Does Canada have a feminist foreign policy? Actually, we do. And we are proof it works

Jess Tomlin, CEO of the Equality Fund
Canada’s Prime Minister Mark Carney, since leading a new government formed earlier this year, has been focusing on investment, financial growth and diversifying trade pathways with new partners. He’s reimagining how Canada fits in a changing geopolitical landscape. That’s hard work – and we at the Equality Fund know this terrain because we’ve been working on the same diversification strategies for five years and we see plenty of parallels that we can share.
Since our launch in 2019, the Equality Fund has become one of the world’s largest feminist funds.

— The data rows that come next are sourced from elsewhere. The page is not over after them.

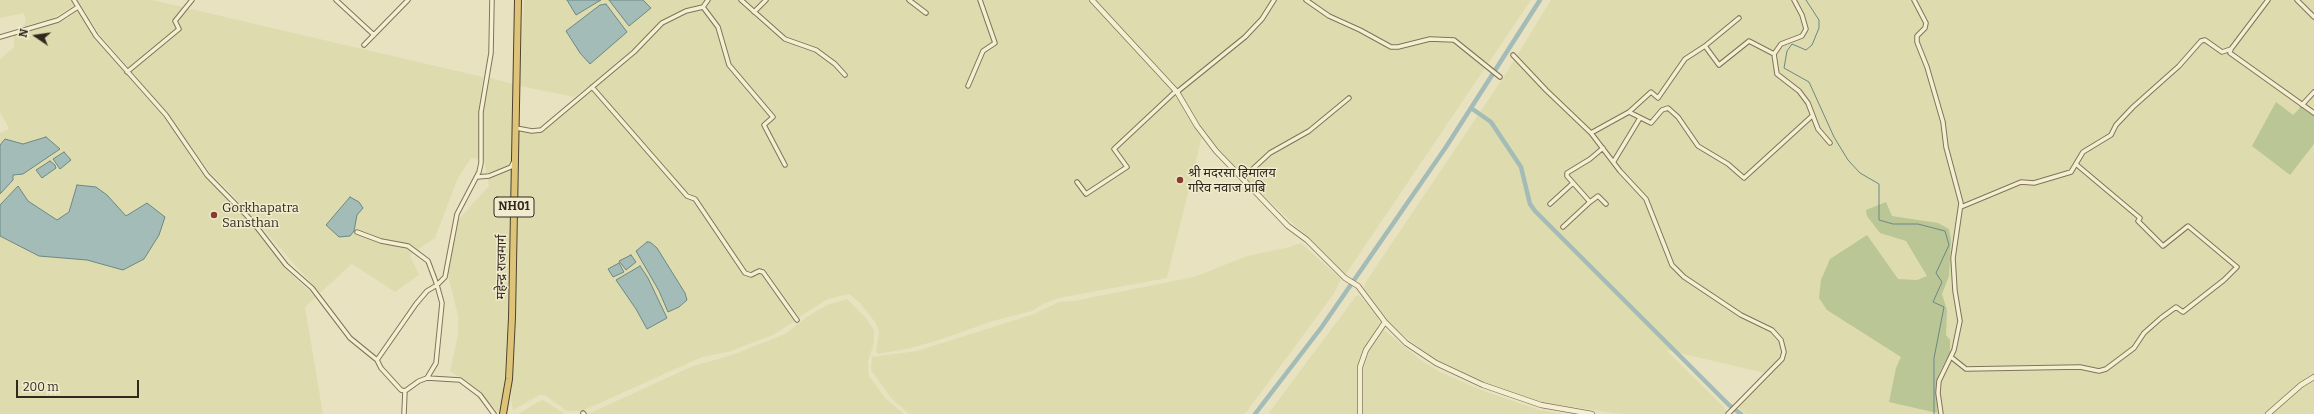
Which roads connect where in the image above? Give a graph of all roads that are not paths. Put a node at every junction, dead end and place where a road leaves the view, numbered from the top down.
1 (74, 0) edge
2 (192, 0) edge
3 (336, 0) edge
4 (408, 0) edge
5 (492, 0) edge
6 (518, 0) edge
7 (708, 0) edge
8 (741, 0) edge
9 (766, 0) edge
10 (909, 0) edge
11 (980, 0) edge
12 (1092, 0) edge
13 (1274, 0) edge
14 (1306, 0) edge
15 (1794, 0) edge
16 (1914, 0) edge
17 (2268, 0) edge
18 (2297, 0) edge
19 (78, 7) junction
20 (703, 7) junction
21 (754, 12) junction
22 (926, 14) dead end
23 (2314, 17) edge
24 (1739, 18) dead end
25 (374, 35) junction
26 (0, 37) edge
27 (364, 45) dead end
28 (1705, 46) junction
29 (2231, 49) junction
30 (1774, 54) junction
31 (1513, 55) dead end
32 (127, 72) junction
33 (845, 75) dead end
34 (1499, 76) dead end
35 (968, 86) dead end
36 (592, 87) junction
37 (1176, 92) junction
38 (2314, 92) edge
39 (1350, 98) dead end
40 (2302, 105) junction
41 (1629, 112) junction
42 (2314, 114) edge
43 (1812, 116) junction
44 (1640, 118) junction
45 (516, 128) junction
46 (1591, 133) junction
47 (1830, 143) dead end
48 (1603, 148) junction
49 (515, 159) junction
50 (1614, 161) junction
51 (785, 165) dead end
52 (2076, 165) junction
53 (477, 177) junction
54 (1243, 178) junction
55 (1077, 182) dead end
56 (1573, 183) junction
57 (1590, 202) junction
58 (1550, 204) dead end
59 (1606, 204) dead end
60 (1961, 207) junction
61 (1563, 227) dead end
62 (357, 232) dead end
63 (438, 284) junction
64 (797, 320) dead end
65 (1384, 322) junction
66 (1951, 357) junction
67 (376, 360) junction
68 (2314, 377) edge
69 (427, 378) junction
70 (405, 391) junction
71 (1729, 412) edge
72 (404, 414) edge
73 (494, 414) edge
74 (504, 414) edge
75 (1360, 414) edge
76 (1592, 414) edge
77 (1941, 414) edge
78 (2268, 414) edge

1 - 19 street
2 - 32 street
3 - 25 street
4 - 25 street
5 - 53 street
6 - 45 highway, महेन्द्र राजमार्ग / NH01
7 - 20 street
8 - 21 street
9 - 21 street
10 - 22 street
11 - 35 street
12 - 37 street
13 - 37 street
14 - 34 street
15 - 30 street
16 - 60 street
17 - 29 street
18 - 23 street
19 - 26 street
19 - 32 street
20 - 36 street
20 - 51 street
21 - 33 street
24 - 28 street
25 - 27 street
28 - 30 street
28 - 41 street
29 - 40 street
29 - 52 street
30 - 43 street
31 - 46 street
32 - 67 street
36 - 45 street
36 - 64 street
37 - 54 street
37 - 55 street
38 - 40 street
39 - 54 street
40 - 42 street
41 - 44 street
41 - 46 street
43 - 44 street
43 - 47 street
44 - 50 street
45 - 49 highway, महेन्द्र राजमार्ग / NH01
46 - 48 street
48 - 50 street
48 - 56 street
49 - 53 street
49 - 74 highway, महेन्द्र राजमार्ग / NH01
50 - 71 street
52 - 60 street
52 - 66 street
53 - 63 street
54 - 65 street
56 - 57 street
56 - 58 street
57 - 59 street
57 - 61 street
60 - 66 street
62 - 63 street
63 - 67 street
63 - 69 street
65 - 75 street
65 - 76 street
66 - 77 street
67 - 70 street
68 - 78 street
69 - 70 street
69 - 73 street
70 - 72 street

We raise money in rich nations, invest it, convene new and creative partnerships and then – and this is the very reason why we exist – move that money to women, girls and trans people leading local solutions to complex, global challenges. In five years, slightly longer than an election cycle, we’ve hit our stride by using a gender-aligned and innovative investment strategy to grow our fund, leaving behind old foreign aid systems, and diversifying our partners to include global governments, foundations and philanthropists.

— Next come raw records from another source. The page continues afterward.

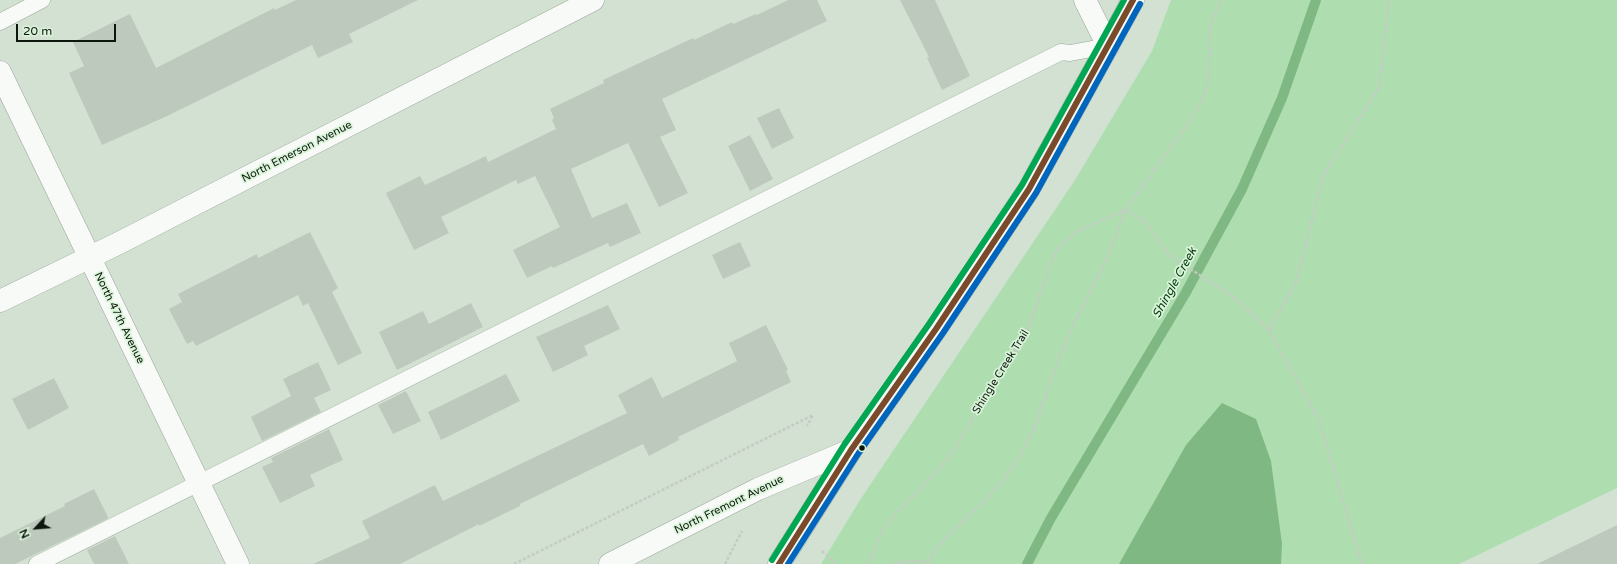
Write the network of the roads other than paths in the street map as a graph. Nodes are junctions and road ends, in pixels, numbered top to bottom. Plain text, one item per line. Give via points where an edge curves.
1 (42, 0) edge
2 (594, 0) edge
3 (1085, 0) edge
4 (1133, 0) edge
5 (0, 22) edge
6 (1108, 46) junction
7 (0, 72) edge
8 (90, 257) junction
9 (0, 302) edge
10 (851, 450) junction
11 (198, 482) junction
12 (37, 564) edge
13 (238, 564) edge
14 (610, 564) edge
15 (779, 564) edge

1 - 5 lane
2 - 8 street, North Emerson Avenue
3 - 6 street
4 - 6 street
6 - 10 street via 1029,189 936,329
6 - 11 lane via 1070,53 1061,52
7 - 8 street, North 47th Avenue
8 - 9 street, North Emerson Avenue
8 - 11 street, North 47th Avenue
10 - 14 street, North Fremont Avenue via 758,489
10 - 15 street
11 - 12 lane
11 - 13 street, North 47th Avenue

We’re reimagining how feminist funding can flow across the globe. In other words, we’ve built an investment model that works and it has feminist foreign policy in its DNA.
How can we measure our impact?
In five years, we have moved $100 million to 1,800 organizations in 100 countries, flowing resources to women working on a vast and urgent range of localized, community solutions. While their stories may not appear on the front pages, women are indeed first responders in a war, such as in Sudan, providing a layer of security, protection and basic needs in their communities. Women deal with our climate crisis every day. For example, in Guyana, where powerful knowledge keepers of farming practices are reducing emissions (did you know the majority of working women in the Global South work in agriculture?). And as we witness the rise of authoritarian regimes around the world, we know women disproportionately pay the price when there is a democratic decline in human rights.
Because our origin story includes the enormous responsibility of stewarding a $300 million investment from the Canadian government, the single largest contribution to feminist foreign aid in history, it feels important to challenge the current move away from “wokeness” as though it’s a weak policy posture that won’t serve our objectives of peace, democracy, economic stability. Whatever words you choose to discard – “woke,” “DEI,” “feminist,” take your pick – it’s the substance of policy that matters.
Which brings me to this week at the G20, where Carney was asked whether Canada still has a feminist foreign policy.
No, Carney replied. “I wouldn’t describe our foreign policy as feminist foreign policy.”
The comment landed with surprise, not only among observers, but within his own government. His statement also sits uneasily alongside Canada’s stated objectives in regions such as the Middle East and North Africa (https://www.international.gc.ca/world-monde/international_relations-relations_internationales/mena-moan/index.aspx?lang=eng), and Latin America and the Caribbean (https://www.international.gc.ca/world-monde/international_relations-relations_internationales/latin_america-amerique_latine/index.aspx?lang=eng), where our commitments are to protect civilian lives, expand opportunities for children and youth, advance women’s rights, support inclusive economic recovery, eradicate poverty, and strengthen human rights and democratic governance.
Our government pursues these interests because they reflect the values of Canadians. In a 2025 poll, 6 out of 10 Canadians said they support keeping the aid budget at its current level or increasing it. More than 7 out of 10 Canadians say helping people “in poor countries is the right thing to do.”
The Canadian government’s own priorities map squarely onto what the international policy community recognizes as the core pillars of feminist foreign policy: human security, resilience, equity, and rights-based governance. To disavow the label while pursuing the substance creates a strategic inconsistency — one that weakens Canada’s credibility with partners who are doubling down on feminist approaches, including the EU, Germany, and most Nordic states. The Equality Fund itself has partnerships with European governments, who, by partnering with us, followed in the footsteps of the Canadian government’s leadership when they seeded our launch.
During his Asian tour last month, Prime Minister Carney quoted an Indonesian leader to say, “Growth that excludes is growth that divides… Division causes instability, and instability is not conducive to peace and prosperity.” After which he added, “And we’re here, of course, for peace and prosperity.”
You can’t get to peace and prosperity without considering the lives and relevance of women. The Equality Fund’s model shows that when we invest accordingly — anchoring foreign policy in human security, resilience, and the leadership of those closest to the crisis — we strengthen global stability while advancing Canada’s strategic interests. Those are feminist values but let’s not quibble on terminology. The real issue is whether we are prepared to act from our values and with the integrity this moment demands.